There were also contrasts in the interactions. On the one hand, the achievement of therapeutic relationships of respect, special, affectionate, and kind treatment, which allowed the expression of the subculture of both the caregiver and the care recipient; on the other hand, although as exceptions, the treatment was sometimes referred to as indifferent, inhuman, and distant, blurring the process of humanization of the person as the center of care 25.

The interaction referred to with spiritual figures revealed spirituality as an element of transcendence in the search for improvement in the face of pain and illness 28. In turn, the family was considered a source of support and companionship to minimize physiological and emotional alterations, leading to a better adaptation and coping with the situation, as described by Duque et al. 29.

Care in the ICU

Care is considered the essence of the nursing field and encompasses the actions provided to people to maintain their physical, mental, and spiritual functions, factoring in their experiences, values, and behaviors 30.

Neglected care has been defined by Chaboyer et al. 31 as care that is delayed, partially performed, or not performed at all. This condition in hospital settings may be related to work overload, lack of skills or knowledge, insufficient resources, delegation of care, and high staff turnover, among others, which limit comprehensive and individualized care 32. These conditions should be identified and addressed to favor timely patient care.

Invisible care is considered by Gimenez 33 as those undocumented tasks that are part of care management. They constitute a reality that affects nursing, since they are multiple activities that must be fulfilled without the patient identifying them in their favor, consuming time in which direct care is limited, so that for the patient and their family, these are of little value and become invisible.

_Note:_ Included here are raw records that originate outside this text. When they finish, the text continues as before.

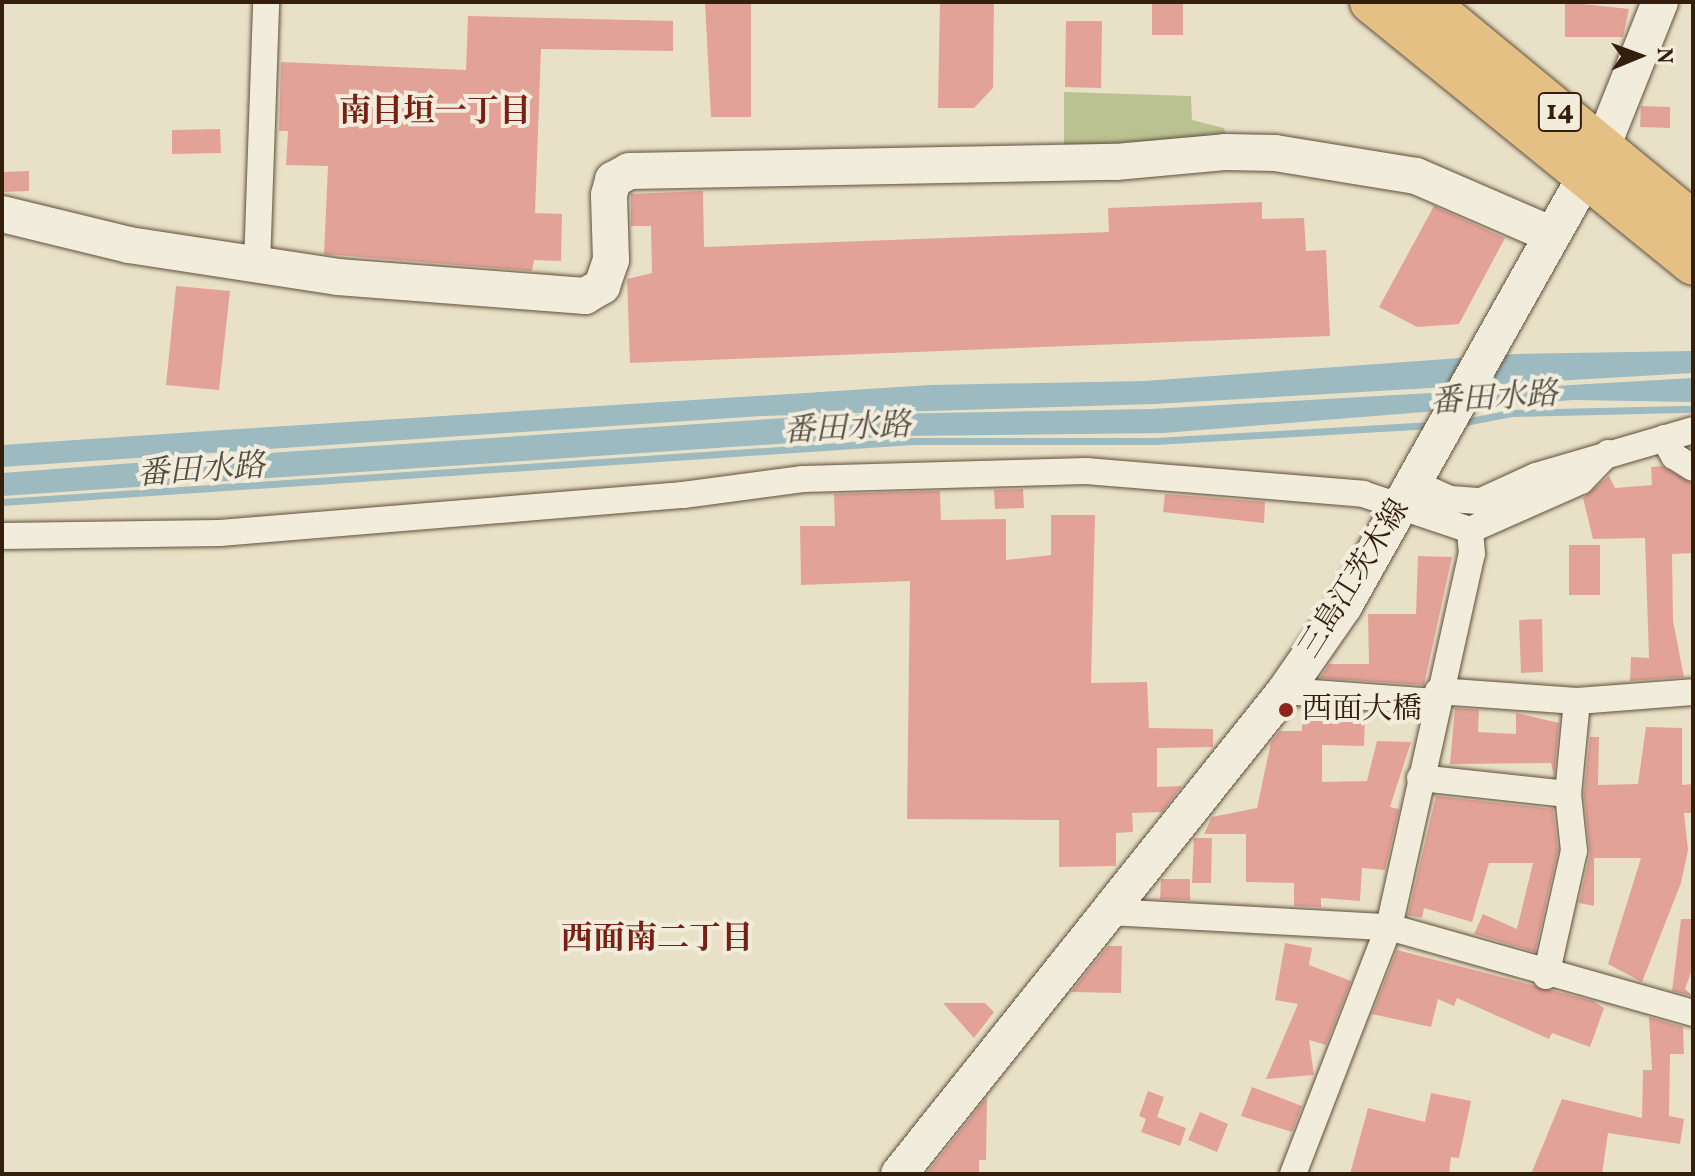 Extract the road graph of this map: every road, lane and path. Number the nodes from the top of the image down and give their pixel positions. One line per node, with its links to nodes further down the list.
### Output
1 (266, 2): 10 (street)
2 (1371, 2): 5 (main road, 14)
3 (1426, 2): 5 (main road, 14)
4 (1660, 2): 5 (street, 三島江茨木線)
5 (1593, 161): 7 (main road, 14); 8 (street, 三島江茨木線); 9 (main road, 14)
6 (2, 214): 10 (street)
7 (1693, 222)
8 (1550, 234): 10 (street); 15 (street, 三島江茨木線)
9 (1693, 264)
10 (257, 265)
11 (1693, 430): 12 (street)
12 (1664, 438): 13 (street); 14 (street)
13 (1608, 453): 15 (street); 16 (street)
14 (1693, 468)
15 (1407, 496): 16 (street); 18 (street); 20 (street, 三島江茨木線)
16 (1470, 530): 22 (street)
17 (2, 536): 18 (street)
18 (41, 536): 19 (street)
19 (2, 550)
20 (1285, 691): 22 (street); 26 (street, 三島江茨木線)
21 (1693, 692): 23 (street)
22 (1437, 696): 23 (street); 24 (street)
23 (1577, 701): 25 (street)
24 (1420, 778): 25 (street); 27 (street)
25 (1568, 794): 28 (street)
26 (1108, 912): 27 (street); 30 (street, 三島江茨木線)
27 (1389, 927): 28 (street); 31 (street)
28 (1546, 976): 29 (street)
29 (1693, 1013)
30 (899, 1174)
31 (1293, 1174)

Finally, the prolonged use of cell phones by the personnel, as reported by the participants, highlights the urgency of having collaborators with roles, as proposed by Swanson 34, "competent and compassionate healers", that is, with scientific and technical skills, but also with empathy and compassion towards the care recipients.

Conclusions

Stereotypes regarding old age affect older people, with negative consequences for their health, well-being, and the exercise of their rights. The meaning of ICU stays for older people was related to the setting of the ICU itself, interactions with others, and the care received or not. The ICU was perceived as a rough place, backed by rules and policies, similar to an institution that generates negative feelings contrary to those conducive to humanized patient-centered care. Interactions were both positive and negative; they were not limited to healthcare personnel but transcended to family and spiritual figures as pillars of companionship and support in the illness. Participants defined caregiving as the act of lovingly supporting people's needs and acknowledged the limitations of healthcare personnel in providing it. These results call for highlighting the importance of providing specific and differential care that prioritizes the needs, values, preferences, and autonomy of older people in the ICU and the humanization of care.

Acknowledgements

We would like to thank the older people who were eager and willing to participate voluntarily in this research, opening their hearts to share an important experience of their lives through dialogue and drawing. Likewise, to the healthcare institution and its personnel for the welcoming and willingness that facilitated the field work.

The research was funded with the researcher's own resources.

Conflict of interest: There was a conflict of interest due to the direct relationship of the main researcher, as an employee of the institution where the participant observation was conducted, which was overcome as she was not at the ICU nor had she worked in it. The field work was conducted outside working hours, non-institutional uniforms were worn, and there is a written statement that the rights belong to the researcher.